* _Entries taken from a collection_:
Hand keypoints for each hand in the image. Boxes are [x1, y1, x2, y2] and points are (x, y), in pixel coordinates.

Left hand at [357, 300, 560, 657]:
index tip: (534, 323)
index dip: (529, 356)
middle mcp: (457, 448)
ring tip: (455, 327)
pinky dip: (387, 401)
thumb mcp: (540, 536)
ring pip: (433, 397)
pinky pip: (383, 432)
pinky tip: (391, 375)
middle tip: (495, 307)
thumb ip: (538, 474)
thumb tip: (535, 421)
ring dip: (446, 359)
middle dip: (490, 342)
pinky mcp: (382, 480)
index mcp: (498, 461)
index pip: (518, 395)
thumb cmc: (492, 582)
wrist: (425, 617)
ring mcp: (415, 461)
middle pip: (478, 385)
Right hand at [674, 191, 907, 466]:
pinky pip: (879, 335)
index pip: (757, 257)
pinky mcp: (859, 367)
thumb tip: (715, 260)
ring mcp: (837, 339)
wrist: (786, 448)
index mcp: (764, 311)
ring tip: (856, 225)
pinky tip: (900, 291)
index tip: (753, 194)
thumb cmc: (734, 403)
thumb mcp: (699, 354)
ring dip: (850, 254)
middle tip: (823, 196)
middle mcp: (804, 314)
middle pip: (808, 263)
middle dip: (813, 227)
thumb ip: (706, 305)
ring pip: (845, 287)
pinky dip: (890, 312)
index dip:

* _TASK_:
Across the records above, show each line containing the word "pinky".

* _ANSWER TO THIS TASK_:
pinky dip: (387, 401)
pinky pip: (383, 432)
pinky tip: (391, 375)
pinky mcp: (382, 480)
pinky pip: (879, 335)
pinky mcp: (859, 367)
pinky tip: (900, 291)
pinky dip: (890, 312)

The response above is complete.